I much prefer ‘loveable’ to ‘lovable’.

 

The eyes of the customers – and my fellow whores – upon me as I acted was a prospect that made my stomach churn.

Should that be ‘were’ not ‘was’?

 

===========================================

 

Word docs of the actual chapters are freely available to readers of this blog.

 

 On this site, if you want to leave comments all you need do is type 'nospam' in confirm box and your name.

 

The links to all Chapter comments by me are here: http://weirdmonger.blogspot.com/2008/06/odalisque.html

 

 

 

Posted by: newdfl on 8/6/2008 11:27:42 AM , 1 comments

Submitted by Pet at 8/7/2008 5:33:33 AM

It's good, once more, to see quoted material new to the final stage of revision. It helps reassure me that late work on the novel was worthwhile.
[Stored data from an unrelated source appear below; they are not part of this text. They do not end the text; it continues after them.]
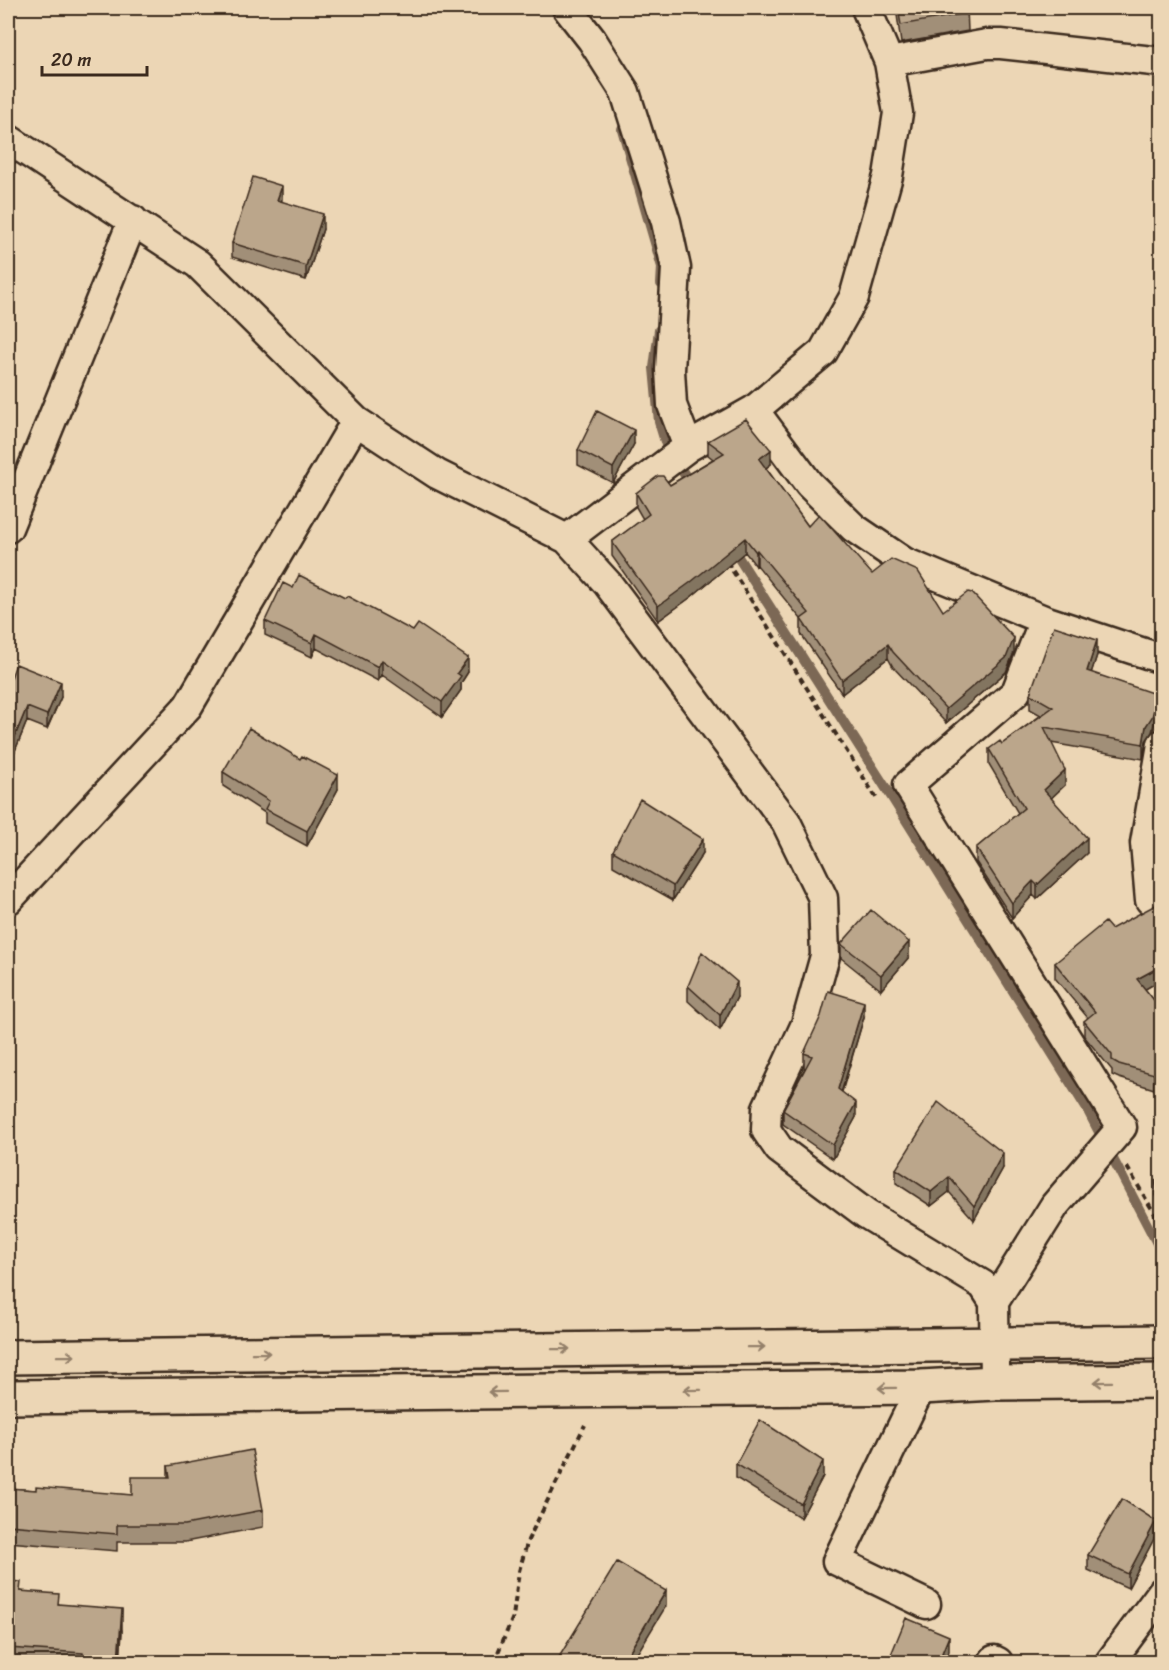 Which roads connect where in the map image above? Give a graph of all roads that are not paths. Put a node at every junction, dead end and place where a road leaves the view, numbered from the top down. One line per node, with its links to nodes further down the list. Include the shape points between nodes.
1 (567, 8): 9 (street, via 625,92 666,222 676,268 670,370)
2 (866, 8): 3 (street)
3 (889, 62): 4 (street, via 987,44); 7 (street, via 898,113 888,176 854,297 823,352)
4 (1161, 62)
5 (8, 139): 6 (street)
6 (134, 220): 8 (street, via 198,264); 10 (street)
7 (754, 410): 9 (street); 12 (street, via 809,484 854,528 904,562)
8 (356, 421): 11 (street, via 437,474); 15 (street, via 188,706)
9 (678, 455): 11 (street)
10 (8, 528)
11 (567, 539): 17 (street, via 608,584 786,822 823,898 825,956 806,1024 767,1108 766,1130 779,1149 866,1214 983,1285)
12 (1044, 620): 13 (street); 17 (street, via 1016,692 908,786 1122,1127 1055,1205)
13 (1161, 659)
14 (1161, 744): 16 (street, via 1145,843)
15 (8, 900)
16 (1150, 900)
17 (994, 1302): 19 (street)
18 (1161, 1342): 19 (street)
19 (994, 1344): 20 (street, one-way to 19); 22 (street)
20 (8, 1356)
21 (1161, 1381): 22 (street, one-way to 22)
22 (995, 1383): 23 (street)
23 (921, 1387): 24 (street, one-way to 24); 26 (street, via 837,1561)
24 (8, 1397)
25 (1161, 1592): 27 (street)
26 (926, 1604)
27 (1110, 1662)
On your queries, I've compromised on "whorlets" and "loveable". I've retained "whorlets" thus, but changed "lovable" to "loveable".
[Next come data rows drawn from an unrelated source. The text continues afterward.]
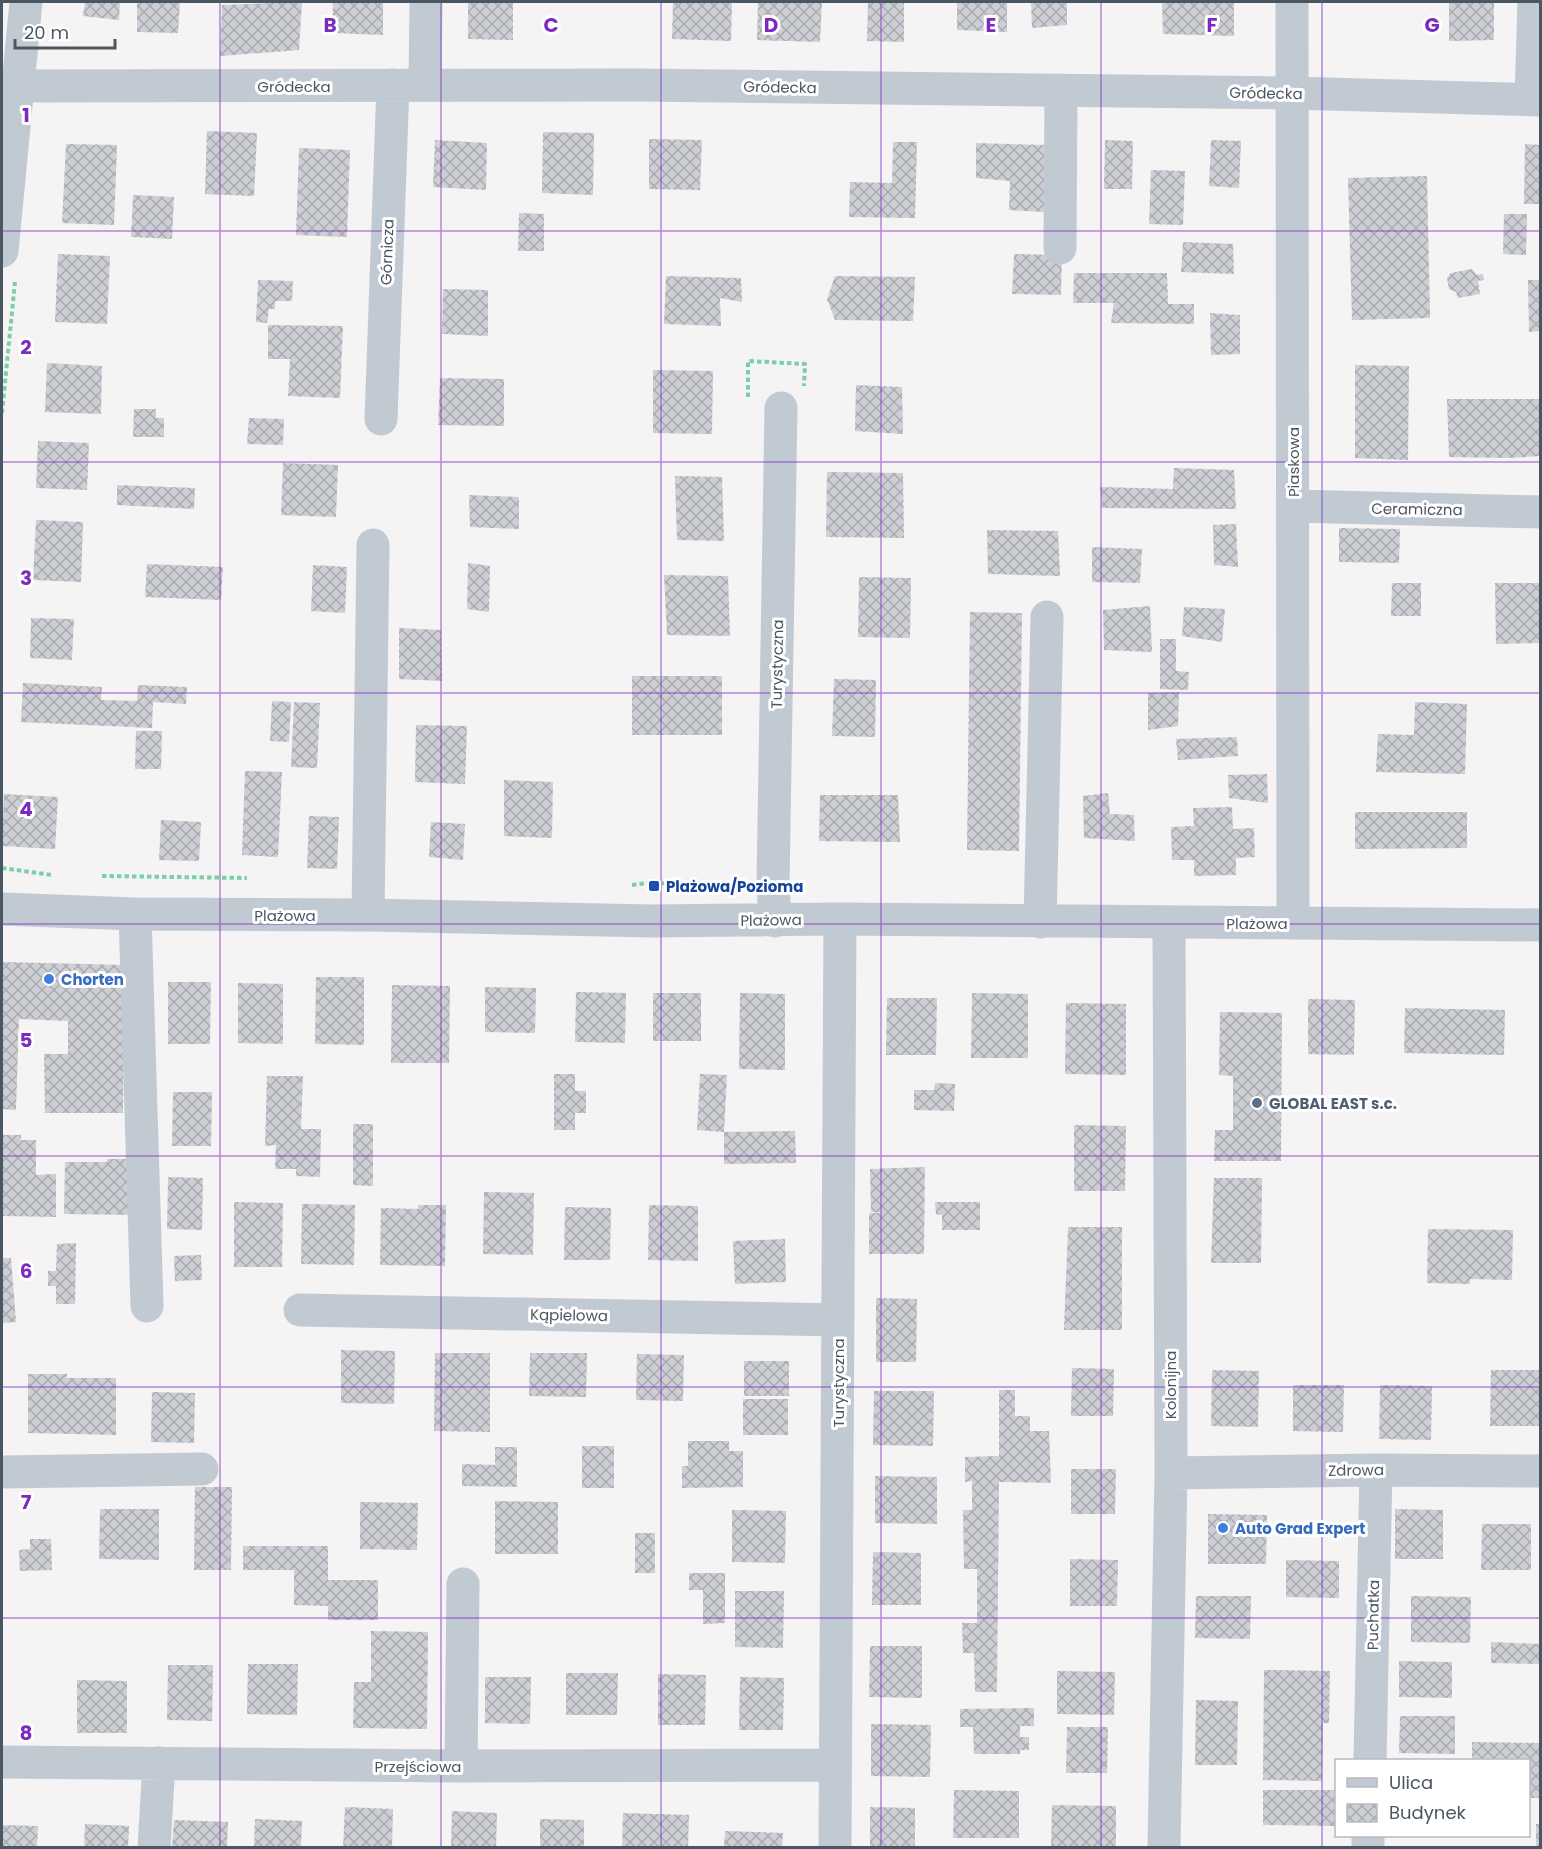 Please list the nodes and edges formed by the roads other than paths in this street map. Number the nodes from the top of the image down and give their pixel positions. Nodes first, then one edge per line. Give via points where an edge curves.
1 (26, 2) edge
2 (426, 2) edge
3 (1292, 2) edge
4 (1534, 2) edge
5 (393, 85) junction
6 (425, 85) junction
7 (18, 86) junction
8 (1061, 90) junction
9 (1291, 93) junction
10 (1536, 100) edge
11 (1060, 248) dead end
12 (2, 251) edge
13 (781, 408) dead end
14 (381, 419) dead end
15 (1294, 506) junction
16 (1540, 512) edge
17 (373, 545) dead end
18 (1047, 617) dead end
19 (2, 909) edge
20 (135, 914) junction
21 (368, 915) junction
22 (840, 919) junction
23 (775, 921) junction
24 (1040, 922) junction
25 (1169, 923) junction
26 (1293, 923) junction
27 (1540, 925) edge
28 (147, 1306) dead end
29 (300, 1310) dead end
30 (838, 1320) junction
31 (202, 1469) dead end
32 (1376, 1470) junction
33 (1540, 1471) edge
34 (2, 1472) edge
35 (1171, 1473) junction
36 (463, 1584) dead end
37 (1370, 1759) edge
38 (2, 1762) edge
39 (159, 1763) junction
40 (835, 1765) junction
41 (461, 1766) junction
42 (154, 1848) edge
43 (835, 1848) edge
44 (1164, 1848) edge

1 - 7 street
2 - 6 street
3 - 9 street, Piaskowa
4 - 10 street
5 - 6 street, Gródecka
5 - 7 street, Gródecka
5 - 14 street, Górnicza
6 - 8 street, Gródecka
7 - 12 street
8 - 9 street, Gródecka
8 - 11 street
9 - 10 street, Gródecka
9 - 15 street, Piaskowa
13 - 23 street, Turystyczna
15 - 16 street, Ceramiczna
15 - 26 street, Piaskowa
17 - 21 street
18 - 24 street
19 - 20 street, Plażowa
20 - 21 street, Plażowa
20 - 28 street
21 - 23 street, Plażowa
22 - 23 street, Plażowa
22 - 24 street, Plażowa
22 - 30 street, Turystyczna
24 - 25 street, Plażowa
25 - 26 street, Plażowa
25 - 35 street, Kolonijna
26 - 27 street, Plażowa
29 - 30 street, Kąpielowa
30 - 40 street, Turystyczna
31 - 34 street
32 - 33 street, Zdrowa
32 - 35 street, Zdrowa
32 - 37 street, Puchatka
35 - 44 street, Kolonijna
36 - 41 street
38 - 39 street, Przejściowa
39 - 41 street, Przejściowa
39 - 42 street
40 - 41 street, Przejściowa
40 - 43 street, Turystyczna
"Was" agrees in number with its object ("prospect"). It does not agree in number with its apparent subject -- "eyes". I suppose the beginning of the sentence actually means "The (prospect of the) eyes..." with the bracketted words understood, rather than stated. Indeed, without those words (or similar) understood, the sentence makes little sense. An eye is not a prospect! So -- "was" agrees in number with what the subject actually means. Whether I should have left the missing words understood, but not stated, is an open question.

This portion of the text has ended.